Au soutien de ses prétentions, la société Maaf assurance expose essentiellement que :

' la règle de territorialité est dérogatoire de la règle de droit commun. Par conséquent, le tribunal compétent est celui du lieu du siège social du débiteur c'est-à-dire Niort et la cour d'appel compétente est celle de Poitiers ;

' la société Païs fonde ses arguments sur les articles 1103 et 1240 du code civil. Or, il n'est pas possible de choisir entre la responsabilité contractuelle et la responsabilité délictuelle. Les demandes de la société Païs doivent donc être rejetées comme mal fondées juridiquement ;

' le droit de recourir à un second expert est ouvert à l'assuré, mais nullement à la société Païs. Les demandes sont donc présentées au nom et pour le compte de la société Habitat solutions alors que nul ne plaide par procuration ;

' le contrat d'assurance est un contrat intuitu personae, le mandat ne permet donc pas à la société Carrosserie Païs de se substituer à l'assuré ;

' la cession de l'article 1216 du code civil nécessite l'accord express du cédé ce qui n'est pas le cas en l'espèce ;

' la société Carrosserie Païs ne peut invoquer la convention IRSA qui est une convention de recours entre sociétés d'assurance automobile aucunement opposable à l'assuré ;

' il n'y a pas de manquement de la part de l'expert mandaté justifiant le recours à un second expert puisqu'en présence d'un véhicule fortement endommagé, l'expert chargé de procéder à l'examen du véhicule ne peut donner un accord immédiat sans avoir chiffré le montant des dommages et la valeur du véhicule ;

' la société Habitat solutions, destinataire du règlement de son sinistre le 11 janvier 2019, n'a pas informé la compagnie d'assurance de la remise en état du véhicule pourtant considéré comme irréparable économiquement. Dès lors, l'indemnisation de l'assuré a, à juste titre, été faite selon les garanties contractuelles ;

Par dernières écritures en date du 21 septembre 2021 régulièrement notifiées par voie de communication électronique, la société Païs sollicite de la cour de :

- statuer ce que de droit sur la recevabilité de l'appel interjeté ;

- le dire mal fondé ;

- dire et juger la Maaf autant irrecevable que mal fondée en son exception ;

- l'en débouter ;

- confirmer en son principe la décision entreprise ;

Y ajoutant,

- condamner la Maaf au paiement des sommes de 5 000 euros à titre de dommages et intérêts ainsi qu'à celle de 4 000 euros au titre de l'article 700 du code de procédure civile ainsi qu'aux entiers dépens ;

- la condamner aux entiers dépens dont le montant sera recouvré par Me Forquin, avocat, conformément aux dispositions de l'article 699 du code de procédure civile.

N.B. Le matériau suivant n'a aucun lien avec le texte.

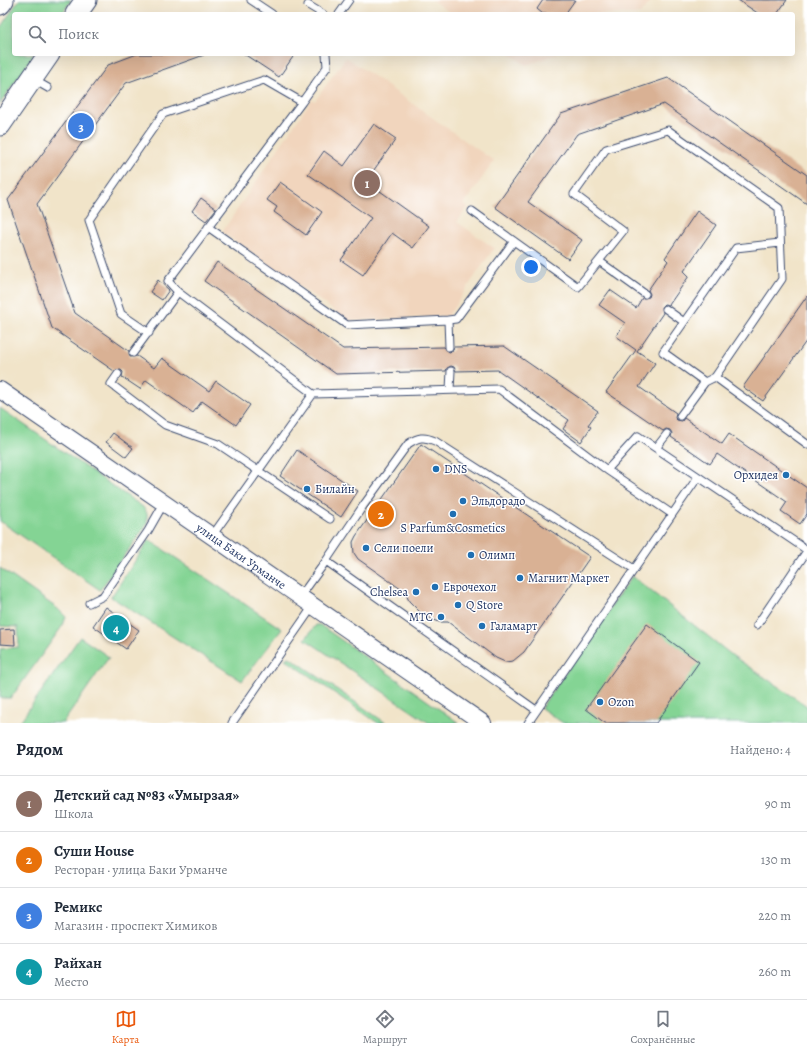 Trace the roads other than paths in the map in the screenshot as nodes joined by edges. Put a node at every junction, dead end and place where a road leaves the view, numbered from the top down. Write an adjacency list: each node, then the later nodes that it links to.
1 (3, 0): 5 (main road)
2 (86, 0): 7 (main road)
3 (251, 0): 8 (lane)
4 (349, 0): 10 (lane)
5 (0, 4)
6 (308, 5): 9 (lane)
7 (77, 12)
8 (269, 12)
9 (320, 12)
10 (340, 12)
11 (48, 56): 14 (main road)
12 (326, 56): 13 (lane)
13 (302, 102): 16 (lane); 25 (lane)
14 (0, 125)
15 (472, 211): 17 (lane)
16 (208, 227): 20 (lane); 23 (lane)
17 (514, 241): 19 (lane); 23 (lane)
18 (780, 243): 19 (lane); 24 (lane); 30 (lane)
19 (599, 261): 21 (lane)
20 (178, 292): 25 (lane); 34 (lane)
21 (645, 294)
22 (666, 309): 24 (lane)
23 (448, 320): 26 (lane)
24 (684, 322): 31 (lane)
25 (149, 332): 27 (lane)
26 (449, 347)
27 (133, 353)
28 (451, 371): 32 (lane)
29 (118, 374): 40 (lane)
30 (714, 377): 31 (lane); 37 (lane)
31 (705, 382): 35 (lane)
32 (450, 389): 34 (lane); 39 (lane)
33 (0, 390): 42 (street, улица Баки Урманче)
34 (313, 394): 40 (lane)
35 (680, 416)
36 (667, 434): 38 (lane)
37 (807, 444)
38 (656, 448): 39 (lane); 41 (lane)
39 (607, 470): 43 (lane)
40 (259, 472): 44 (lane); 45 (lane)
41 (698, 477): 43 (lane); 46 (lane)
42 (164, 503): 45 (street, улица Баки Урманче); 50 (lane)
43 (672, 514): 48 (lane)
44 (330, 520)
45 (212, 536): 49 (street, улица Баки Урманче)
46 (807, 550): 51 (lane)
47 (326, 561): 48 (lane); 49 (lane); 52 (lane)
48 (634, 569): 52 (lane)
49 (306, 601): 53 (lane); 54 (street, улица Баки Урманче)
50 (89, 603)
51 (757, 625)
52 (536, 710): 55 (lane)
53 (232, 723)
54 (483, 723)
55 (528, 723)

Au soutien de ses prétentions, la société Païs fait valoir, en substance, l'argumentation suivante :

' le tribunal de commerce de Thonon-les-Bains et ce faisant la Cour d'appel de Chambéry sont compétents puisque :

- les dispositions des articles 1406 et 1408 du code de procédure civile ne sont pas exclusives les unes des autres, mais complémentaires ;

- il était expressément prévu dans la décision des premiers juges qu'en cas d'opposition, le tribunal de commerce de Thonon-les-Bains serait compétent ;

' des éléments contractuels peuvent venir à l'appui d'une action délictuelle ;

' il ne s'agit pas de se substituer à l'assuré, mais d'agir pour le recouvrement de sa créance de réparation du véhicule assuré en vertu d'un double pouvoir :

- celui de représenter sa cliente et d'agir en son nom et pour son compte ;

- celui d'agir pour la défense de ses propres intérêts pour obtenir le paiement de sa créance ;

' la convention IRSA prévoit que l'assureur direct doit indemniser son assuré même si « la réclamation est présentée pour son compte par un mandataire » ;

' à la suite d'une réunion contradictoire en date du 4 décembre 2018, toutes les parties ont trouvé un accord tant sur le principe d'une réparation du véhicule que sur son montant, confirmé par les conclusions de M. [S] en date du 10 janvier 2019 adressées à la Maaf ;

' l'assuré a violé ses engagements contractuels résultant de la cession de créance en acceptant le paiement de l'indemnité par la Maaf, qui s'est à son tour rendue complice de cette violation dans la mesure où la cession de créance lui avait été notifiée ;

Pour un plus ample exposé des faits, de la procédure et des prétentions des parties, la cour se réfère à leurs conclusions visées par le greffe et développées lors de l'audience ainsi qu'à la décision entreprise.

Une ordonnance en date du 31 octobre 2022 clôture l'instruction de la procédure. 

MOTIFS ET DECISION

Sur la compétence

Selon l'article 42 du code de procédure civile, « la juridiction territorialement compétente est, sauf disposition contraire, celle du lieu où demeure le défendeur. »

Selon l'article 43, « le lieu où demeure le défendeur s'entend s'il s'agit d'une personne morale, du lieu où celle-ci est établie. »

Selon l'article 46, « le demandeur peut saisir à son choix, outre la juridiction du lieu où demeure le défendeur, en matière contractuelle, la juridiction du lieu de la livraison effective de la chose ou du lieu de l'exécution de la prestation de service. »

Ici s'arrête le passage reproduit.